A review by virtualmima
Language and Mind by Noam Chomsky

2.0

Language exists to articulate what has not yet been thought, guided by the shadowy mental impression that speech aims to illuminate. There is no universal grammar, and nor does there have to be. There are metaphysical sensory abstractions representing ideas which words only exist to describe. Language is a tool that we learn as babies. It doesn't fill in some sort of empty template that we're born with. It's an imperfect and incomplete method that allows us to verbalize abstractions in ways that help us to process them, much as a painter concretizes an image in its mind through paint and brushstrokes. Most of us are bad painters, and likewise, bad philosophers. When we think of a flavor, we aren't thinking of the grammar of that flavor, but the faint memory of the flavor and trying to latch onto it before we forget, by locating which word we can associate with that flavor. The flavor is an experience, and the name of the food is only a lifeless symbol to label the source of that experience. Grammar is only an afterthought.

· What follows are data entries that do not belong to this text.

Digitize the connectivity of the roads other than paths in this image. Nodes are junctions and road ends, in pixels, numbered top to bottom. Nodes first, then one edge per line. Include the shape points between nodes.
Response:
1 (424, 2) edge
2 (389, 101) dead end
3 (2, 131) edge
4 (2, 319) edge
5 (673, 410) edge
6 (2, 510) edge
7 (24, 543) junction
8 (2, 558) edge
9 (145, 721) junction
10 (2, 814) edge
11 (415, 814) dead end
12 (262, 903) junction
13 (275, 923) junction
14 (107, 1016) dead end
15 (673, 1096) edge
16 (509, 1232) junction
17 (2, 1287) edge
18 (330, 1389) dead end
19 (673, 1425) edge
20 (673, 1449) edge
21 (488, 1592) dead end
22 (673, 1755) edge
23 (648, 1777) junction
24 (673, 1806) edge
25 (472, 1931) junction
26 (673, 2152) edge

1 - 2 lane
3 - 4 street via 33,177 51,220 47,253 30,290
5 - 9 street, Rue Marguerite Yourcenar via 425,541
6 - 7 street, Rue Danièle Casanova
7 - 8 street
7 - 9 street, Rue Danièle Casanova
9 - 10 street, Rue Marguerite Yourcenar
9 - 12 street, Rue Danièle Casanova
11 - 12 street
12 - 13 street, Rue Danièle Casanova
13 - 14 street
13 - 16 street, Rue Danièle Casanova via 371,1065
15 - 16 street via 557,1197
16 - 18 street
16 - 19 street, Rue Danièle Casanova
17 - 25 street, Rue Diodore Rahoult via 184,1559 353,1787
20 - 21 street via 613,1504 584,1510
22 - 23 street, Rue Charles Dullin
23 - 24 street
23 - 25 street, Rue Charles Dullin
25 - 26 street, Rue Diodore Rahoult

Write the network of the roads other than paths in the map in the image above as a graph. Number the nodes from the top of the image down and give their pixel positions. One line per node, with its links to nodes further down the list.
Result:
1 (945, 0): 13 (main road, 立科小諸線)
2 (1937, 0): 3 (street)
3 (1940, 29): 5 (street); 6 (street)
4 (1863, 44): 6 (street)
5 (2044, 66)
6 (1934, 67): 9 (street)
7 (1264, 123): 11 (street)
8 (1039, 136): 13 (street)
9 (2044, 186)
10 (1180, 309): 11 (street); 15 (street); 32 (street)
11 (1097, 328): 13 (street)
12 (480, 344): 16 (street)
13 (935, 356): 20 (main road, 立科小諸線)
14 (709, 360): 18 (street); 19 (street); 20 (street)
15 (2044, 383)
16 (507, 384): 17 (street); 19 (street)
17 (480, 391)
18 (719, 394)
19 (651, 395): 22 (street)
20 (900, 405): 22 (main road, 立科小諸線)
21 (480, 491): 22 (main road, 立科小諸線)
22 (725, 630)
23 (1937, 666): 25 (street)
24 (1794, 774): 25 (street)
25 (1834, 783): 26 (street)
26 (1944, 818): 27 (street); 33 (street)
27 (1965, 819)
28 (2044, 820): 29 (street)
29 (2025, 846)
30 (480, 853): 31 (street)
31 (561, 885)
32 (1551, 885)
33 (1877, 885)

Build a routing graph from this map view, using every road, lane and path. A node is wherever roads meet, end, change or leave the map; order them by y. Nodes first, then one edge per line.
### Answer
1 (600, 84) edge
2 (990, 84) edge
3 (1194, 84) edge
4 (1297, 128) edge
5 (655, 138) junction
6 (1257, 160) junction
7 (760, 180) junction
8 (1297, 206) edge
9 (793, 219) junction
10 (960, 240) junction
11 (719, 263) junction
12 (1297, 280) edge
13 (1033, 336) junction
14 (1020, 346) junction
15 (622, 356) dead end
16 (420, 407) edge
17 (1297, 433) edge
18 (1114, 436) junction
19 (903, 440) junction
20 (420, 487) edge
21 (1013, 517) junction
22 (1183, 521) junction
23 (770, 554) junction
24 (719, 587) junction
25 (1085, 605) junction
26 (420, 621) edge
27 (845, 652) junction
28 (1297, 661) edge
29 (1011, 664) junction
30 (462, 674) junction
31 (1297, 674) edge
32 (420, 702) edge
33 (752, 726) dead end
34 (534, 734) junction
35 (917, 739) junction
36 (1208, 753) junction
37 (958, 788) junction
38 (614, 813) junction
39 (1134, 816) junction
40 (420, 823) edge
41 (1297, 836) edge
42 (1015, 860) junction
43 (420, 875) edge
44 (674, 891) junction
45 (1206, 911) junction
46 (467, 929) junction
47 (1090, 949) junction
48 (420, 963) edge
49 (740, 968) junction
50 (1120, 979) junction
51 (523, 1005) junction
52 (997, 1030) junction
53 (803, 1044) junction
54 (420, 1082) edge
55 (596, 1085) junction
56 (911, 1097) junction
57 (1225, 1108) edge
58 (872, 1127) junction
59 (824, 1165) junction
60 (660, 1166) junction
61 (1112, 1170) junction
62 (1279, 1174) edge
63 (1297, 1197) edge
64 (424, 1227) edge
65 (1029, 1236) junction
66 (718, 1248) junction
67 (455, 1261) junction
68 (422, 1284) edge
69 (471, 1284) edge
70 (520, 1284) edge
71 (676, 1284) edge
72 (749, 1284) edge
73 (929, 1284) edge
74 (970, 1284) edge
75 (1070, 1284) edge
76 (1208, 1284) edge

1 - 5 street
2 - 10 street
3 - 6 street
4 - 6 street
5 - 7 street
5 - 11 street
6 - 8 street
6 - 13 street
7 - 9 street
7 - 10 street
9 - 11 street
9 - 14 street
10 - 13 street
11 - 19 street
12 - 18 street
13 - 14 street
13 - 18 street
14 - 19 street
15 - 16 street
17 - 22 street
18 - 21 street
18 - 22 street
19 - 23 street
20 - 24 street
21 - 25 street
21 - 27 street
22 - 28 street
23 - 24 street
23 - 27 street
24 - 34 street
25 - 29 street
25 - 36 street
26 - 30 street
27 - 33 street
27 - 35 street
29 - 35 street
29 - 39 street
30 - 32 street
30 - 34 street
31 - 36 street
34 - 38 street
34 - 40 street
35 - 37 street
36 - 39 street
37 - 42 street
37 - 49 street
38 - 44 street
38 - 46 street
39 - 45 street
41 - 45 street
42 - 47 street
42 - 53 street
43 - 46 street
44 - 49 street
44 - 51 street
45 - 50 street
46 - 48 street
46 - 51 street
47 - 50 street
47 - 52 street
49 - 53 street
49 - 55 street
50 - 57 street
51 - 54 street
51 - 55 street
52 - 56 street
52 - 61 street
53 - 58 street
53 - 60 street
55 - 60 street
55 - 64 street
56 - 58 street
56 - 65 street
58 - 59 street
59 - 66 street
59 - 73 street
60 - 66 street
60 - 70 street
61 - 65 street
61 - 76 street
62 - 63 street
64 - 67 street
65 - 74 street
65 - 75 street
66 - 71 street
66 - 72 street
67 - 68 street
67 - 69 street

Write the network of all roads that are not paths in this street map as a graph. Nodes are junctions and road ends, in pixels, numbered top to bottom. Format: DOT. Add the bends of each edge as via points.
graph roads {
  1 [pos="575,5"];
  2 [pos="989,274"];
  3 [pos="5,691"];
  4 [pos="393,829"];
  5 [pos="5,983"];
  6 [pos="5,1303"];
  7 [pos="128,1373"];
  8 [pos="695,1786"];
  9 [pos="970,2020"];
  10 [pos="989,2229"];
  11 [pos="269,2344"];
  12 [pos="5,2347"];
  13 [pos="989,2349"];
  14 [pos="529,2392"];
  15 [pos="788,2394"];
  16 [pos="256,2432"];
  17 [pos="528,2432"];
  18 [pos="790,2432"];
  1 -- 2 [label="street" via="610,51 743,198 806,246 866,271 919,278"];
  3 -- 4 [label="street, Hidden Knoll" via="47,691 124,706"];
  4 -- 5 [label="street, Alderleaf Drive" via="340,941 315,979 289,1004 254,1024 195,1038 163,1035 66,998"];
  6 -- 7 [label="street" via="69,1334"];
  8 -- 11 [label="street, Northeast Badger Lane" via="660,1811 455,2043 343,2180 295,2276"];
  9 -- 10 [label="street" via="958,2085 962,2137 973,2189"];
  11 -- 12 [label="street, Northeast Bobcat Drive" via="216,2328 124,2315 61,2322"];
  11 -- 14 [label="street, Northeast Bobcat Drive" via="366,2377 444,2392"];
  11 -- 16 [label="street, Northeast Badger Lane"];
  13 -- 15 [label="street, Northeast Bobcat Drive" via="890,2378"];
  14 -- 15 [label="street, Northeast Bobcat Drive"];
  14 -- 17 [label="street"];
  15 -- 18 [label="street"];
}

There may be a universal language, consisting of invisible lines, curves, and colors in your mind's eye as well as textures and timbres of sound that music tries to communicate in its arrangements, and its "grammar" may be a complicated theory governing the use of sound and light and other sensory stimuli to create an experience communicating in each moment ideas that only books can begin to describe, but that theory belongs to aesthetics more than linguistics.